Olga was chairman of the Library Board when I moved to Commerce in 1995, and because I had applied for the director’s position while I was still in California, I was interviewed by the board the day after my mother and I completed our cross-country drive. Fizzy with relief at being here after eight days on the road, I tried hard to be serious and focus on the questions board members asked me. (How did I feel about security? What would I do if someone objected to a book? Did I think silence was important in a library?) After they sent me out of the room so they could confer, I worked on figuring out how to use the new “computerized card catalog” that had just been installed. What if they came out and discovered that I couldn’t do it? To forestall this possibility, I stuck my head in the door periodically and asked them, “Are you going to hire me? Did I get the job?” And every time I did this, Olga laughed. I knew I’d found a kindred spirit.
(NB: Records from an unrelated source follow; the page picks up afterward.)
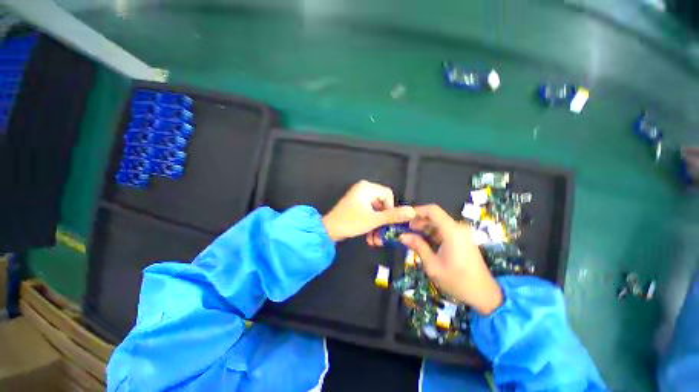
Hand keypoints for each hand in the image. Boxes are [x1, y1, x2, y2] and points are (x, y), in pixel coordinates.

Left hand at [322, 180, 415, 241]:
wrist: (329, 230)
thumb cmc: (351, 222)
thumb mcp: (374, 220)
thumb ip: (393, 215)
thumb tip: (412, 211)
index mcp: (367, 187)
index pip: (388, 194)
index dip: (391, 208)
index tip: (387, 222)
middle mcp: (363, 188)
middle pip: (382, 203)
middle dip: (383, 220)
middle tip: (382, 233)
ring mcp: (359, 197)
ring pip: (375, 209)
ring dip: (377, 224)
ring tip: (375, 239)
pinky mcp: (355, 205)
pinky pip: (368, 211)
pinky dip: (370, 222)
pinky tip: (370, 236)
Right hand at [400, 204, 502, 314]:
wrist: (484, 295)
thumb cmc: (457, 281)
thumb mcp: (433, 265)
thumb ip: (418, 246)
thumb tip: (402, 236)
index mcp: (452, 231)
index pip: (432, 210)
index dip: (417, 211)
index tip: (404, 218)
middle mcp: (458, 228)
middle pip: (435, 216)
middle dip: (418, 221)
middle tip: (405, 231)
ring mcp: (461, 233)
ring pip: (438, 223)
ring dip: (424, 228)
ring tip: (412, 238)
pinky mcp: (462, 239)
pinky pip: (444, 231)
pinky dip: (432, 234)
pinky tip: (424, 243)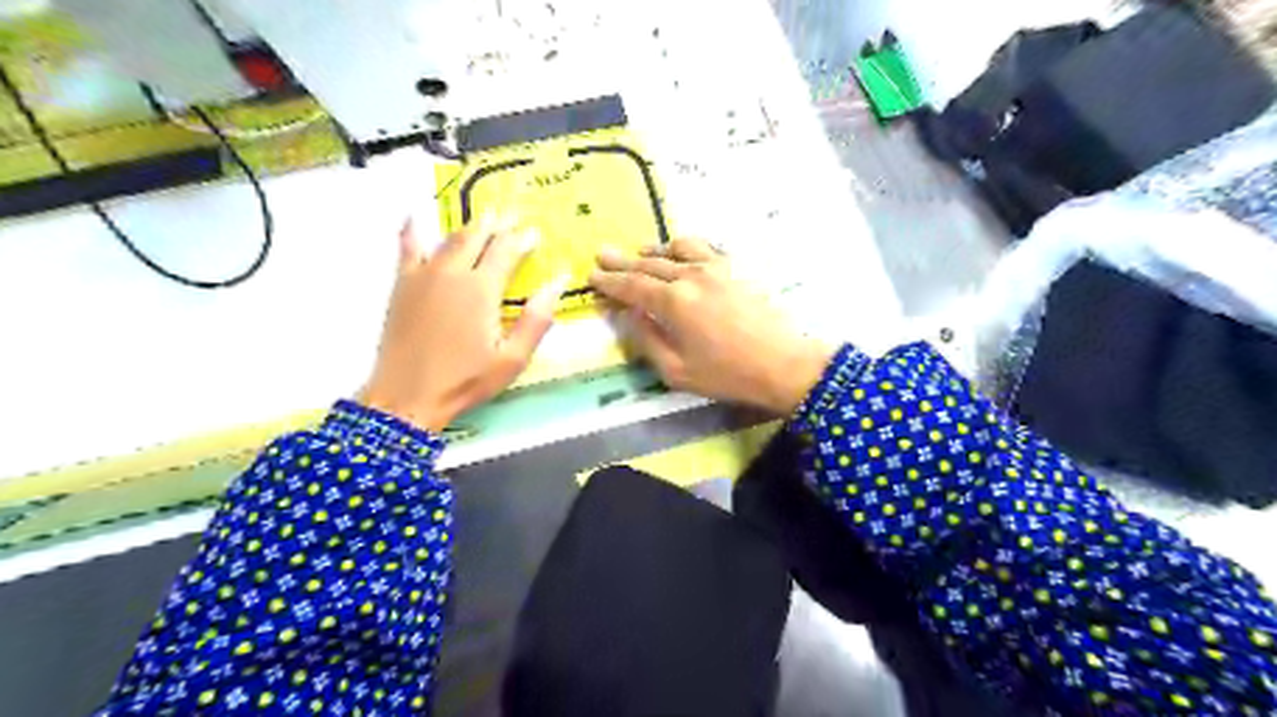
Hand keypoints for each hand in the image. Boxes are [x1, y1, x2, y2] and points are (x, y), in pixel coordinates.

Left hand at [366, 214, 571, 430]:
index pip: (506, 251)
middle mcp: (452, 273)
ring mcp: (423, 275)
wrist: (407, 396)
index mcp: (481, 289)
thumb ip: (536, 319)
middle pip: (478, 237)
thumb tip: (558, 282)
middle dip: (498, 224)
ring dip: (470, 225)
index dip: (522, 239)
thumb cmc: (465, 381)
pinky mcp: (402, 285)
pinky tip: (416, 215)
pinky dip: (414, 229)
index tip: (535, 232)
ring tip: (484, 216)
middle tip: (512, 213)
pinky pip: (408, 247)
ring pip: (450, 238)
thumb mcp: (512, 358)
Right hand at [590, 237, 839, 414]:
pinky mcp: (734, 269)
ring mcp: (715, 268)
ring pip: (675, 249)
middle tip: (602, 254)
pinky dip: (682, 247)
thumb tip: (628, 315)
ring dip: (653, 249)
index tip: (591, 275)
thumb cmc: (727, 374)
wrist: (784, 364)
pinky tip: (679, 254)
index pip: (631, 286)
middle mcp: (690, 276)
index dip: (609, 281)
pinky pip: (702, 248)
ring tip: (639, 251)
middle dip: (623, 260)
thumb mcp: (676, 371)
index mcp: (673, 302)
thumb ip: (646, 340)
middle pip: (649, 263)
When she called and told me I had the job (whew!), I asked her to come to dinner with me and bring me up to speed. My predecessor, Paden Hendrick, had passed away, and I needed to learn as much as I could before I started work. Olga was happy to go to dinner (she would have none of the “Mrs. Lacey” thing, so we were on a first-name basis in about 20 seconds), and when the maitre d’ asked where we wanted to be seated – “Smoking or non-smoking?” – she replied, “Drinking!” and ordered a Tom Collins on the spot. She then began to give me the informational underpinnings I would need when I began work.
I had to learn from others about her history as a columnist for The Jackson Herald. “Around Town” was a popular column for a long time, relished for its wit, its literacy, and its author’s appreciation of life in her adopted country, the South. And I had to learn from her generous adult children about some of her challenges and experiences as the mother of six children: five daughters and a son.
But I learned from her about a passion for the written word that was so strong it outlasted her eyesight, and so determined that she found avenues to books for all but the last few years of her life — and spent a good many years of that life creating avenues to reading for the rest of her community. She was truly one for the books, in every sense of those words, so I like to think she’s digging into a good mystery as I write this, having checked it out of a heavenly library.
Susan Harper is retired, lives in Commerce and volunteers with the Commerce Public Library and the Jackson County Literacy Program.